On the other hand, there are the ultra-nationalists on the other side of the ethnic divide who persist in their blind obeisance to a now deceased Supreme Leader, who ultimately left his unfortunate people worse off than even at the start of his struggle for a separate state in Sri Lanka. Both these ultra-nationalists feed on and are (financially as well as emotionally) nourished by the same ideology. Naturally, they are apt to fiercely resist attempts to redefine Sri Lanka’s problems as going beyond the ethnic paradigm.
Not limited to simplistic choices
Perhaps in this New Year, we will see that the choices before the people in this country are not simplistically limited to two options, depending on what side of the ultra-nationalistic divide that one happens to be on. One choice, as the Sinhalese ultra-nationalists would tell us, is that of supporting President Mahinda Rajapaksa and his regime against sinister international conspiracies to the extent that we abandon all our democratic freedoms on the spurious argument that he gives the best political leadership that we could have currently. The other choice, as Tamil ultra-nationalists would have it, is that of somehow dragging this country before an international war crimes tribunal. Conceding that Sri Lankans are limited to either one or the other of these two choices is to resign this country to an unfortunate fate indeed.
This is not to deny that powerful forces are at work, motivated and compelled by the diaspora pressure of the remnants of the Liberation Tigers of Tamil Eelam. On the contrary, these pressures are best met not by condoning the majoritarian and authoritarian coercing of a minority, of which the best example is this unfortunate controversy over the Tamil version of the National Anthem. Rather, it is by insisting on ordinary democratic freedoms and choices constitutionally available to the people, whether of the majority or the minorities, insisting on the strengthening of our institutions of justice and the reversal of this lamentable politicization of the public service.
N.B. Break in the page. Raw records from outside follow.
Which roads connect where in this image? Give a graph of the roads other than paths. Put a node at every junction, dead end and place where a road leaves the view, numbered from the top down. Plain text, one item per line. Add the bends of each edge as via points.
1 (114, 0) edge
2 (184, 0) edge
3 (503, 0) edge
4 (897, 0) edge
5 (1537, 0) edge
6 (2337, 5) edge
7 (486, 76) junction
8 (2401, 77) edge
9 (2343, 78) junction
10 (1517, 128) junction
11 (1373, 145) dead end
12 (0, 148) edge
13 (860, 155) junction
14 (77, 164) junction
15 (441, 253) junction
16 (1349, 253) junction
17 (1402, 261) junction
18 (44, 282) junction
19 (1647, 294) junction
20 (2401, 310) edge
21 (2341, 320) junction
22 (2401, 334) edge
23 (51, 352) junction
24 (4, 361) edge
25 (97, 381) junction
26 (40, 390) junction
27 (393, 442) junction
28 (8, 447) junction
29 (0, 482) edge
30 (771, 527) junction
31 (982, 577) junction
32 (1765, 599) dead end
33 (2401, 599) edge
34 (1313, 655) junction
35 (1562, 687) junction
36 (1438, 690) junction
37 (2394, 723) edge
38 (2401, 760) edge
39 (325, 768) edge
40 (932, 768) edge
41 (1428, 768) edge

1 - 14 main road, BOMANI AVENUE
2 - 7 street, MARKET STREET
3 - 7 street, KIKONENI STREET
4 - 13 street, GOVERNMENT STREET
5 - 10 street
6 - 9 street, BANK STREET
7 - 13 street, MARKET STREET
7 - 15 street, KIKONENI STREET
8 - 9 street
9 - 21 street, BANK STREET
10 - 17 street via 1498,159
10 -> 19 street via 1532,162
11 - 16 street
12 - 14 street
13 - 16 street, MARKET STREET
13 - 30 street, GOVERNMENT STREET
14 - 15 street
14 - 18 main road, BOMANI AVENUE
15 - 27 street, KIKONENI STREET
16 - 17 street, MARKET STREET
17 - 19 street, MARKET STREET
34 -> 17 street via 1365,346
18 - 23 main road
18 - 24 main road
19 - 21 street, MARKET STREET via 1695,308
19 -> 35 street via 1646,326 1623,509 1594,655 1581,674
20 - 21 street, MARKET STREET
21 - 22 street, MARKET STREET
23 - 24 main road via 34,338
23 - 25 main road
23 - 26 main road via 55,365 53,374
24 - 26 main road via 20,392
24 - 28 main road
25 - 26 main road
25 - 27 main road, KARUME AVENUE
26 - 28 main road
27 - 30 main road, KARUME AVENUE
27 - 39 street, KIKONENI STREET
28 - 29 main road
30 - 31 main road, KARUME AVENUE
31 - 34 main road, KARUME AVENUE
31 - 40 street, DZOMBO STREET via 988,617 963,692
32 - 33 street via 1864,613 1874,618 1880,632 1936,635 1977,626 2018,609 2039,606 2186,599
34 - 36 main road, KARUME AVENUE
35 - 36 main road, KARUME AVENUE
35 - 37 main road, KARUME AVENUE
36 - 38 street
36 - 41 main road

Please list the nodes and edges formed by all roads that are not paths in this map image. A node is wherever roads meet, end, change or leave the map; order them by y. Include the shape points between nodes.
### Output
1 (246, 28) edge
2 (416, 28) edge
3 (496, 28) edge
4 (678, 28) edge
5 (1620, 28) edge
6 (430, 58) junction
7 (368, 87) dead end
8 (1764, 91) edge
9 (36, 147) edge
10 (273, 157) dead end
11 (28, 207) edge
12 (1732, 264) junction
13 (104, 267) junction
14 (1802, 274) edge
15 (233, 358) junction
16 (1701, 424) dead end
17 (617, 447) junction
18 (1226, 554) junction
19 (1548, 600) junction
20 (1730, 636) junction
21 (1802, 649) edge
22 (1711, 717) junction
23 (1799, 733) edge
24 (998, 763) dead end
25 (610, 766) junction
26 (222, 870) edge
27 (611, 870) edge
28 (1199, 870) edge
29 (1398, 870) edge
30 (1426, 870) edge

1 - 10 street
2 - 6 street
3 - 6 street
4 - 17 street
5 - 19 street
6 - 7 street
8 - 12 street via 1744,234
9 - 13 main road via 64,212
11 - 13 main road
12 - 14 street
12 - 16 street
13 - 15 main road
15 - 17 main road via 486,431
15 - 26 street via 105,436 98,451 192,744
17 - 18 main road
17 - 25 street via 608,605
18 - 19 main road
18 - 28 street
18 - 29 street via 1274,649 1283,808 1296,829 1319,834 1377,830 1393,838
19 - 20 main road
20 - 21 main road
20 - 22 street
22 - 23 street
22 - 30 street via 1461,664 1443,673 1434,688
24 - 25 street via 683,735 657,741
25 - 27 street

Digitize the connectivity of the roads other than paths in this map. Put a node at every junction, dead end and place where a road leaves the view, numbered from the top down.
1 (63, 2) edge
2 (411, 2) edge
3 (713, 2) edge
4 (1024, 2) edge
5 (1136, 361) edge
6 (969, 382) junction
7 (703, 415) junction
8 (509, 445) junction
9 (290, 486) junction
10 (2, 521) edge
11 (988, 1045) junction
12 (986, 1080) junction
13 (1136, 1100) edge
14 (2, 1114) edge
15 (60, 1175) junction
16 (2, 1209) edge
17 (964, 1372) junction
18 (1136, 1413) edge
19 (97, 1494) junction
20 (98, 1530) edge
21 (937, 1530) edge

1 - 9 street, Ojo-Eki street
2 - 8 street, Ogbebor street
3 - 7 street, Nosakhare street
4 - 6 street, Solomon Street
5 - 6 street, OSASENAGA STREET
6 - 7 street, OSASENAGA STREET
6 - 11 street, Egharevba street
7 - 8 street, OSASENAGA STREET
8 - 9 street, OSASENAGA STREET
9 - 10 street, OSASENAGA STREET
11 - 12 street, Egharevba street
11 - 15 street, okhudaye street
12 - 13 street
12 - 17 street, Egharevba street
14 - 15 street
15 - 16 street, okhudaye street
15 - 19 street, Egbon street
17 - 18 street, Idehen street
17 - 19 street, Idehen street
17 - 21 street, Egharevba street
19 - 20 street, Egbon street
In sum, this is a commendable resolution that should encourage all rational minded Sri Lankans to call this government to immediate and effective order. Assuredly, this country does not belong to one political family or to ultra-nationalists sustained only by their own xenophobia, to play with, much like a nicely wrapped New Year’s toy. It is not a political plaything. We have as equal a right to live on its soil as any other and should assert that right in full force.